Le 5 juillet 2023, Delphine Ernotte, présidente de France Télévisions, était auditionnée à l’Assemblée nationale par la Commission des finances. Au cours de cette audition, Ernotte a passé en revue les défis qui attendent le service public, puis a sorti cette phrase qui a fait couler beaucoup d’encre où elle affirme que France Télévisions représente la France « telle que l’on veut qu’elle soit » et non telle qu’elle est. Alors comment la France doit-elle être selon Delphine Ernotte ? Petite piqûre de rappel.
Ernotte veut construire le réel non le décrire
Tout d’abord, quelques considérations déontologiques. Vouloir représenter la France telle qu’elle est, en somme décrire le réel, constitue normalement l’un des fondamentaux de l’information. Naturellement, selon l’angle d’attaque de telle ou telle rédaction, certains aspects seront plus évoqués que d’autres. L’OJIM, par exemple, fait un travail de critique de médias tels qu’ils sont, pas tels qu’il les aimerait. Posons quelques questions à Madame Ernotte. Ce projet de représentation, qui ne correspond qu’à la vision d’une minorité représentée par une coterie libéral libertaire, influence t’il les actualités mises en avant dans les journaux ? Un fait d’actualité pourrait-il par exemple être mis au second plan pouvant stigmatiser des minorités ?
Mais de projet s’agit-il ?
Si ce n’est pas le réel qui est visé, quelle est donc cette France que veulent Ernotte et ses compères ? Dans sa déclaration, la présidente de France Télévisions se félicite d’avoir monté le taux de femmes experts à 50 %, atteignant le seuil paritaire.
Les autres chantiers de Madame Ernotte sont d’inclure plus de diversité ethnique et sociale, plus de handicapés et plus de jeunes dans le service public. Malheureusement, sans statistiques ethniques, il va être compliqué de mettre en place concrètement cette diversité ethnique, comme le souligne Delphine Ernotte elle-même.
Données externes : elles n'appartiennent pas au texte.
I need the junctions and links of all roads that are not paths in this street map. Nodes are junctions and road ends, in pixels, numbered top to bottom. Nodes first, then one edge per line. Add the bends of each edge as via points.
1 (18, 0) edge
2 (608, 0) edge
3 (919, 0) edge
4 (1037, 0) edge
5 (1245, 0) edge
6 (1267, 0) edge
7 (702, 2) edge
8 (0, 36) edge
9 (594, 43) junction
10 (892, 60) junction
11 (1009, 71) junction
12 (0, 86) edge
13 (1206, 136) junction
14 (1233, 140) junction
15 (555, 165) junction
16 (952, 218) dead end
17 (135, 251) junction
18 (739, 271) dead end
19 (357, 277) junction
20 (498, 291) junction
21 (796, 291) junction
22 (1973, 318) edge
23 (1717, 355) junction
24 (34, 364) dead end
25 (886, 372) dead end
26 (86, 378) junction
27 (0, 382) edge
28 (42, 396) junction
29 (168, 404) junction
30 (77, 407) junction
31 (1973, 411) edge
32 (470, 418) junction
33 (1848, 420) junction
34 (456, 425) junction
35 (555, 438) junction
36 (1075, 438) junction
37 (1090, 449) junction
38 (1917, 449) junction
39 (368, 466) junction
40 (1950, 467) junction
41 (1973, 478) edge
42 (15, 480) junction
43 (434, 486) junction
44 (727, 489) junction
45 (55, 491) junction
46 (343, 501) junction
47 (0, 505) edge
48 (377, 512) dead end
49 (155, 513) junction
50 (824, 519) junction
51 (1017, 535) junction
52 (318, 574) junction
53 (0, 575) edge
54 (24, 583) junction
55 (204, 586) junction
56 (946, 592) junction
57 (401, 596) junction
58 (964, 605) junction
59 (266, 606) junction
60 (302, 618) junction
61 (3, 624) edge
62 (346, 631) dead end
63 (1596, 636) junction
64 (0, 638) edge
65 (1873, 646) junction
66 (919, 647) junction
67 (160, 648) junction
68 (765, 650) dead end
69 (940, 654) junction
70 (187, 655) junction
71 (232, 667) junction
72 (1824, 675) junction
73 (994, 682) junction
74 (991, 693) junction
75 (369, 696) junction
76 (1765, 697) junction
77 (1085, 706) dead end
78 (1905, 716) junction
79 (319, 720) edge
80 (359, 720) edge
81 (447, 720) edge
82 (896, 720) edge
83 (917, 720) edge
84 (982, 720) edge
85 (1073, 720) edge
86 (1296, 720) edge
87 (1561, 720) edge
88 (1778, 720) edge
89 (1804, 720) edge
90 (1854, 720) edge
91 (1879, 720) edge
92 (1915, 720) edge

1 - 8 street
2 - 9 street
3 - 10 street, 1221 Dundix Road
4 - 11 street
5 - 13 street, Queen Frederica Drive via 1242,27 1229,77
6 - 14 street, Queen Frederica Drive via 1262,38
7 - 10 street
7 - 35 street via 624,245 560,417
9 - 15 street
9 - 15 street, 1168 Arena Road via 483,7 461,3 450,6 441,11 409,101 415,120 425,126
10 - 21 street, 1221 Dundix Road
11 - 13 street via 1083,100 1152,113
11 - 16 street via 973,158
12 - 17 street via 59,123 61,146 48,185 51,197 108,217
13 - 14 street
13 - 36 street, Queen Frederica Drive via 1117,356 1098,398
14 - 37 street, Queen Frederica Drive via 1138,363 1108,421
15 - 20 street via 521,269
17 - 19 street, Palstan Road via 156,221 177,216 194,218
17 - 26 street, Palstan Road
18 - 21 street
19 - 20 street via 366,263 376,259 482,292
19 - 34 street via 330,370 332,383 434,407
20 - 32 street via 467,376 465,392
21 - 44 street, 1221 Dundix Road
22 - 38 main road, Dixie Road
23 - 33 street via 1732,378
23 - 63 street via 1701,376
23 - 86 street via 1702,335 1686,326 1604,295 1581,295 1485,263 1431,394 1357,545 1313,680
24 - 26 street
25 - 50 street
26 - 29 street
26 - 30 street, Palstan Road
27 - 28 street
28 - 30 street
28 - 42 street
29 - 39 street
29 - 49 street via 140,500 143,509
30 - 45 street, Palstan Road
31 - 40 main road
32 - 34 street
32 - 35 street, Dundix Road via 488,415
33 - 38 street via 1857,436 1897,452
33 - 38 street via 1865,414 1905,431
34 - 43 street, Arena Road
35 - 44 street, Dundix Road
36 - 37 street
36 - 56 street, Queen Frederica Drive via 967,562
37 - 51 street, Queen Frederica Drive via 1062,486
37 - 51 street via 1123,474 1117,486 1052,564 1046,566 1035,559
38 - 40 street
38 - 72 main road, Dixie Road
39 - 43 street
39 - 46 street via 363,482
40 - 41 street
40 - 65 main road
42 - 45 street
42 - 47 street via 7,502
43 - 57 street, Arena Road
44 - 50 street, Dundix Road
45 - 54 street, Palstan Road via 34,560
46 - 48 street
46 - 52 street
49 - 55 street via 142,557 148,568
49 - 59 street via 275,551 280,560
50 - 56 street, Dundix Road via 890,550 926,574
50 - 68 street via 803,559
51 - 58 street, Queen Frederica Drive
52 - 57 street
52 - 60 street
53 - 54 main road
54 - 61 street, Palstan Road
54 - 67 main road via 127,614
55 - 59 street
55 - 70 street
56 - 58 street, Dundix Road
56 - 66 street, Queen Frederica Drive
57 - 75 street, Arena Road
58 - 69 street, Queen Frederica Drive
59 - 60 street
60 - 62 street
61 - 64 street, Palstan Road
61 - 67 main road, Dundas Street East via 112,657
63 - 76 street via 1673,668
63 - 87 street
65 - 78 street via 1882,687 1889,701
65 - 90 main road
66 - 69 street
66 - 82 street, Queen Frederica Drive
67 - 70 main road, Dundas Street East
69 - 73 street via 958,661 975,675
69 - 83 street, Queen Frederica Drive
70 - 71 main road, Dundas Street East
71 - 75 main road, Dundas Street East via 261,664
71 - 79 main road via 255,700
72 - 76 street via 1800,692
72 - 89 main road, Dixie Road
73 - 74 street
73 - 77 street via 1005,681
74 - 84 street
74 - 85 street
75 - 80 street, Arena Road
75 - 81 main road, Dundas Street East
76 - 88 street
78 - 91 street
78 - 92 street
En bref, la France de France Télévisions, c’est une France métissée, où hommes et femmes sont représentés à égalité, et au détriment de l’homme blanc de plus de 50 ans qu’avait brocardé la présidente du groupe en prenant ses fonctions. Depuis son arrivée, des anciens du groupe ont été poussés vers la sortie. Parmi eux David Pujadas, Julien Lepers, mais aussi Patrick Sébastien. Ce dernier cas illustre d’ailleurs quelle idée Ernotte se fait de ce qui est « populaire ». Dans son audition, elle déplore que le service public ne donne pas assez de vision aux tranches populaires et en donne trop aux classes supérieures. Au même moment, Delphine Ernotte licencie Patrick Sébastien, incarnation même de l’animateur populaire, dont les émissions de variétés faisaient de bonnes audiences, capables de rivaliser avec TF1 un samedi soir. Pour quel motif ? Trop populaire, comprenez trop franchouillard. Une contradiction apparente, mais pour Madame Ernotte, les classes dites populaires sont sans doute les mêmes que celles qui ont semé le chaos dans nos rues après la mort de Nahel. Un choix idéologique et ethnique donc, qui fait perdre de l’audience à France 2, mais que C8 a récupéré en rediffusant les anciens épisodes du Plus grand cabaret du monde, faisant un joli score au niveau des parts de marché.
Un service public fantasmé par LFI
Autre grand moment de cette audition, lorsqu’Éric Coquerel de LFI a souligné que « le service public est la garantie de l’indépendance des journalistes, du pluralisme, de la garantie de considérer que le public doit servir à l’émancipation intellectuelle ». Une belle envolée lyrique qui représente le service public tel qu’on voudrait qu’il soit, pas tel qu’il est. En effet ce serait oublier la présence de Patrick « liste noire » Cohen sur les ondes du service public. En 2014, l’animateur à une exclamation d’une consœur, « mais enfin on peut penser ce que l’on veut ! » avait répondu posément « non ».
Voir aussi : Patrick Cohen, portrait
La véritable émancipation intellectuelle, c’est savoir repérer quand on cherche à nous faire avaler des couleuvres. Comme dans La Fabrique du mensonge à propos de l’affaire Lola, tordant le cou à la réalité afin de voir un fait divers médiatisé non pas à cause de sa barbarie, mais à cause de l’extrême droite (sic).
Cette audition aura ainsi permis à la présidente de France Télévisions d’affirmer une chose constatée depuis longtemps : le service public sert une idéologie, celle d’un monde métissé, au lieu de servir son public, le contribuable. Ce dernier, grâce à la redevance ou ce qui l’a remplacé, permet à des présentateurs, chroniqueurs et reporters de lui expliquer que pour une bonne part, il est un odieux mâle blanc à éliminer.